Lead Yoshiaki Negishi has a Zakk Wylde quality to his vocals, fortunately for us without the ego and tedious solos. Tom Satan’s riffs are straight out of Tony Iommi’s Big Book of Metal Riffs giving every song a melodic groove. Altogether a tight performance by the band with great crowd interaction lead by Negishi’s climbing on the speaker stacks possibly to find some space as the stage was cluttered with CATHEDRAL’s kit.

The recording of a new album brings out even the most reclusive bands to tout their latest wears. So it was no surprise to hear ‘Funeral of Dreams’ off The Guessing Game album as the opening song, followed by ‘Painting in the Dark’. Both of which have that classic CATHEDRAL dark psychedelic atmosphere clearly well received by the crowd. No CATHEDRAL show would be complete without a rendition of ‘Ride’ with Lee Dorrian shouting over the rumble of downturned guitars.

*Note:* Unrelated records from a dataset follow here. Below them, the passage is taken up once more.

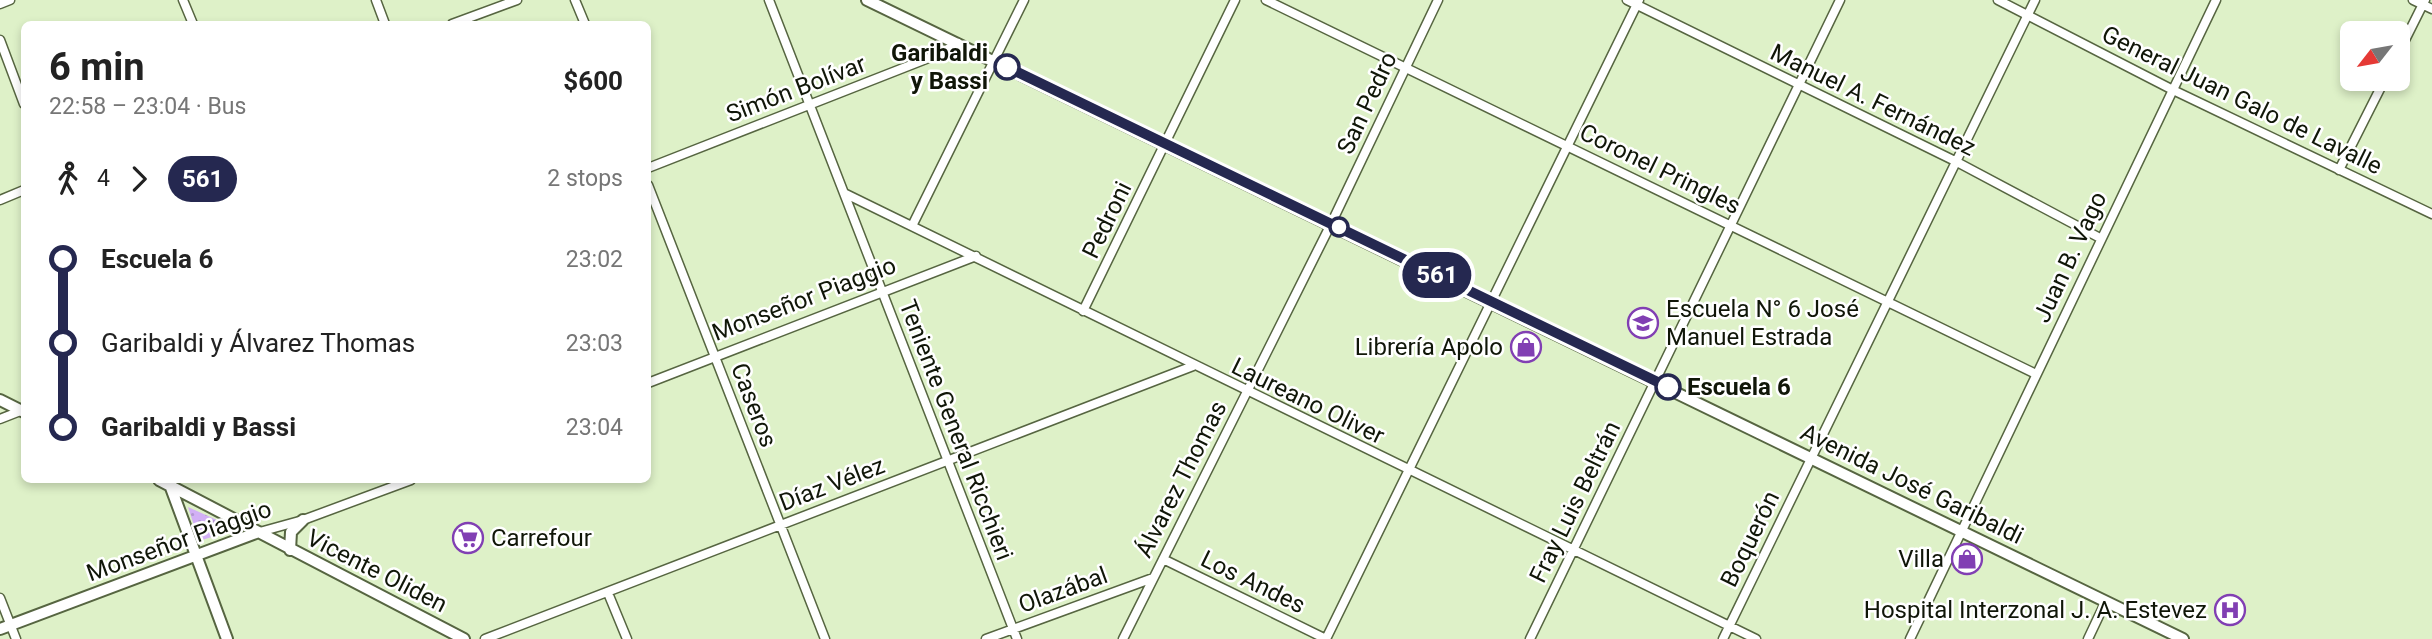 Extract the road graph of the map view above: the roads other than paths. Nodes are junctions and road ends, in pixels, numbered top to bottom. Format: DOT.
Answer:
graph roads {
  1 [pos="10,0"];
  2 [pos="183,0"];
  3 [pos="376,0"];
  4 [pos="517,0"];
  5 [pos="575,0"];
  6 [pos="769,0"];
  7 [pos="867,0"];
  8 [pos="1024,0"];
  9 [pos="1235,0"];
  10 [pos="1266,0"];
  11 [pos="1438,0"];
  12 [pos="1627,0"];
  13 [pos="1840,0"];
  14 [pos="1998,0"];
  15 [pos="2035,0"];
  16 [pos="2216,0"];
  17 [pos="2413,0"];
  18 [pos="1638,2"];
  19 [pos="2424,2"];
  20 [pos="0,4"];
  21 [pos="2432,9"];
  22 [pos="2027,15"];
  23 [pos="191,21"];
  24 [pos="384,21"];
  25 [pos="460,21"];
  26 [pos="584,21"];
  27 [pos="2410,30"];
  28 [pos="0,40"];
  29 [pos="958,43"];
  30 [pos="995,61"];
  31 [pos="1405,68"];
  32 [pos="1798,84"];
  33 [pos="2173,90"];
  34 [pos="2379,91"];
  35 [pos="21,96"];
  36 [pos="810,104"];
  37 [pos="1166,145"];
  38 [pos="1566,145"];
  39 [pos="1955,161"];
  40 [pos="651,167"];
  41 [pos="2340,170"];
  42 [pos="21,191"];
  43 [pos="651,193"];
  44 [pos="846,194"];
  45 [pos="0,200"];
  46 [pos="2432,214"];
  47 [pos="1331,223"];
  48 [pos="1730,223"];
  49 [pos="912,226"];
  50 [pos="2100,237"];
  51 [pos="976,256"];
  52 [pos="882,292"];
  53 [pos="1491,301"];
  54 [pos="1885,302"];
  55 [pos="1083,312"];
  56 [pos="714,355"];
  57 [pos="1193,366"];
  58 [pos="2036,374"];
  59 [pos="1655,381"];
  60 [pos="651,382"];
  61 [pos="1246,391"];
  62 [pos="0,400"];
  63 [pos="21,410"];
  64 [pos="21,412"];
  65 [pos="0,419"];
  66 [pos="1811,456"];
  67 [pos="948,461"];
  68 [pos="1408,471"];
  69 [pos="166,483"];
  70 [pos="403,483"];
  71 [pos="170,485"];
  72 [pos="303,520"];
  73 [pos="780,525"];
  74 [pos="1961,532"];
  75 [pos="256,533"];
  76 [pos="290,550"];
  77 [pos="1573,550"];
  78 [pos="196,555"];
  79 [pos="1163,559"];
  80 [pos="1153,578"];
  81 [pos="608,593"];
  82 [pos="0,598"];
  83 [pos="2105,603"];
  84 [pos="1729,626"];
  85 [pos="5,627"];
  86 [pos="1012,629"];
  87 [pos="16,639"];
  88 [pos="228,639"];
  89 [pos="464,639"];
  90 [pos="485,639"];
  91 [pos="627,639"];
  92 [pos="825,639"];
  93 [pos="986,639"];
  94 [pos="1017,639"];
  95 [pos="1123,639"];
  96 [pos="1326,639"];
  97 [pos="1530,639"];
  98 [pos="1723,639"];
  99 [pos="1756,639"];
  100 [pos="1910,639"];
  101 [pos="2088,639"];
  102 [pos="2183,639"];
  1 -- 20 [label="street"];
  2 -- 23 [label="street"];
  3 -- 24 [label="street"];
  4 -- 25 [label="street"];
  5 -- 26 [label="street"];
  6 -- 36 [label="street, Teniente General Ricchieri"];
  7 -- 29 [label="main road, Avenida José Garibaldi"];
  8 -- 30 [label="street"];
  9 -- 37 [label="street, Pedroni"];
  10 -- 31 [label="street, Coronel Pringles"];
  11 -- 31 [label="street, San Pedro"];
  12 -- 18 [label="street, Manuel A. Fernández"];
  13 -- 32 [label="street, Fray Luis Beltrán"];
  14 -- 22 [label="street, General Juan Galo de Lavalle"];
  15 -- 22 [label="street, Boquerón"];
  16 -- 33 [label="street, Juan B. Vago"];
  17 -- 19 [label="street"];
  18 -- 32 [label="street, Manuel A. Fernández"];
  18 -- 38 [label="street"];
  19 -- 21 [label="street"];
  19 -- 27 [label="street"];
  22 -- 33 [label="street, General Juan Galo de Lavalle"];
  22 -- 39 [label="street, Boquerón"];
  28 -- 35 [label="street"];
  29 -- 30 [label="main road, Avenida José Garibaldi"];
  29 -- 36 [label="street, Simón Bolívar"];
  30 -- 37 [label="main road, Avenida José Garibaldi"];
  30 -- 49 [label="street"];
  31 -- 38 [label="street, Coronel Pringles"];
  31 -- 47 [label="street, San Pedro"];
  32 -- 39 [label="street, Manuel A. Fernández"];
  32 -- 48 [label="street, Fray Luis Beltrán"];
  33 -- 41 [label="street, General Juan Galo de Lavalle"];
  33 -- 50 [label="street, Juan B. Vago"];
  34 -- 41 [label="street"];
  36 -- 40 [label="street, Simón Bolívar"];
  36 -- 44 [label="street, Teniente General Ricchieri"];
  37 -- 47 [label="main road, Avenida José Garibaldi"];
  37 -- 55 [label="street, Pedroni"];
  38 -- 48 [label="street, Coronel Pringles"];
  38 -- 53 [label="street"];
  39 -- 50 [label="street, Manuel A. Fernández"];
  39 -- 54 [label="street, Boquerón"];
  41 -- 46 [label="street, General Juan Galo de Lavalle"];
  42 -- 45 [label="street"];
  43 -- 56 [label="street, Caseros"];
  44 -- 49 [label="street, Laureano Oliver"];
  44 -- 52 [label="street, Teniente General Ricchieri"];
  47 -- 53 [label="main road, Avenida José Garibaldi"];
  47 -- 61 [label="street, Álvarez Thomas"];
  48 -- 54 [label="street, Coronel Pringles"];
  48 -- 59 [label="street, Fray Luis Beltrán"];
  49 -- 51 [label="street, Laureano Oliver"];
  50 -- 58 [label="street, Juan B. Vago"];
  51 -- 52 [label="street, Monseñor Piaggio"];
  51 -- 55 [label="street, Laureano Oliver"];
  52 -- 56 [label="street, Monseñor Piaggio"];
  52 -- 67 [label="street, Teniente General Ricchieri"];
  53 -- 59 [label="main road, Avenida José Garibaldi"];
  53 -- 68 [label="street"];
  54 -- 58 [label="street, Coronel Pringles"];
  54 -- 66 [label="street, Boquerón"];
  55 -- 57 [label="street, Laureano Oliver"];
  56 -- 60 [label="street, Monseñor Piaggio"];
  56 -- 73 [label="street, Caseros"];
  57 -- 61 [label="street, Laureano Oliver"];
  57 -- 67 [label="street, Díaz Vélez"];
  58 -- 74 [label="street, Juan B. Vago"];
  59 -- 66 [label="main road, Avenida José Garibaldi"];
  59 -- 77 [label="street, Fray Luis Beltrán"];
  61 -- 68 [label="street, Laureano Oliver"];
  61 -- 79 [label="street, Álvarez Thomas"];
  62 -- 63 [label="main road"];
  64 -- 65 [label="street"];
  66 -- 74 [label="main road, Avenida José Garibaldi"];
  66 -- 84 [label="street, Boquerón"];
  67 -- 73 [label="street, Díaz Vélez"];
  67 -- 86 [label="street, Teniente General Ricchieri"];
  68 -- 77 [label="street, Laureano Oliver"];
  68 -- 96 [label="street"];
  69 -- 71 [label="main road, Vicente Oliden"];
  70 -- 72 [label="street, Monseñor Piaggio"];
  71 -- 75 [label="main road, Vicente Oliden"];
  71 -- 78 [label="main road"];
  72 -- 75 [label="street, Monseñor Piaggio"];
  72 -- 76 [label="main road"];
  73 -- 81 [label="street, Díaz Vélez"];
  73 -- 92 [label="street, Caseros"];
  74 -- 83 [label="main road, Avenida José Garibaldi"];
  74 -- 100 [label="street, Juan B. Vago"];
  75 -- 76 [label="main road, Vicente Oliden"];
  75 -- 78 [label="main road, Monseñor Piaggio"];
  76 -- 89 [label="main road, Vicente Oliden"];
  77 -- 84 [label="street, Laureano Oliver"];
  77 -- 97 [label="street, Fray Luis Beltrán"];
  78 -- 85 [label="main road, Monseñor Piaggio"];
  78 -- 88 [label="main road"];
  79 -- 80 [label="street, Álvarez Thomas"];
  79 -- 96 [label="street, Los Andes"];
  80 -- 86 [label="street, Olazábal"];
  80 -- 95 [label="street, Álvarez Thomas"];
  81 -- 90 [label="street, Díaz Vélez"];
  81 -- 91 [label="street"];
  82 -- 85 [label="street"];
  83 -- 101 [label="street"];
  83 -- 102 [label="main road, Avenida José Garibaldi"];
  84 -- 98 [label="street, Boquerón"];
  84 -- 99 [label="street, Laureano Oliver"];
  85 -- 87 [label="street"];
  86 -- 93 [label="street, Olazábal"];
  86 -- 94 [label="street, Teniente General Ricchieri"];
}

After a brief blast from the past its back to the present with ‘Death of an Anarchist’ and ‘Cats, Incense, Candles and Wine’ had the crowd nodding along but it wasn’t until towards the end of the set and for what I and many other had been waiting, ‘Serpents Eve’ a mere snippet of CATHEDRALS early genius, a distortion filled dirge that filled the room with pure venomous indignation.

An encore of ‘Corpsecycle’ and ‘Hopkins (The Witchfinder General)’ brought the night to a close, the latter getting a very loud reception and it took little encouragement from Dorrian to get the crowd singing along.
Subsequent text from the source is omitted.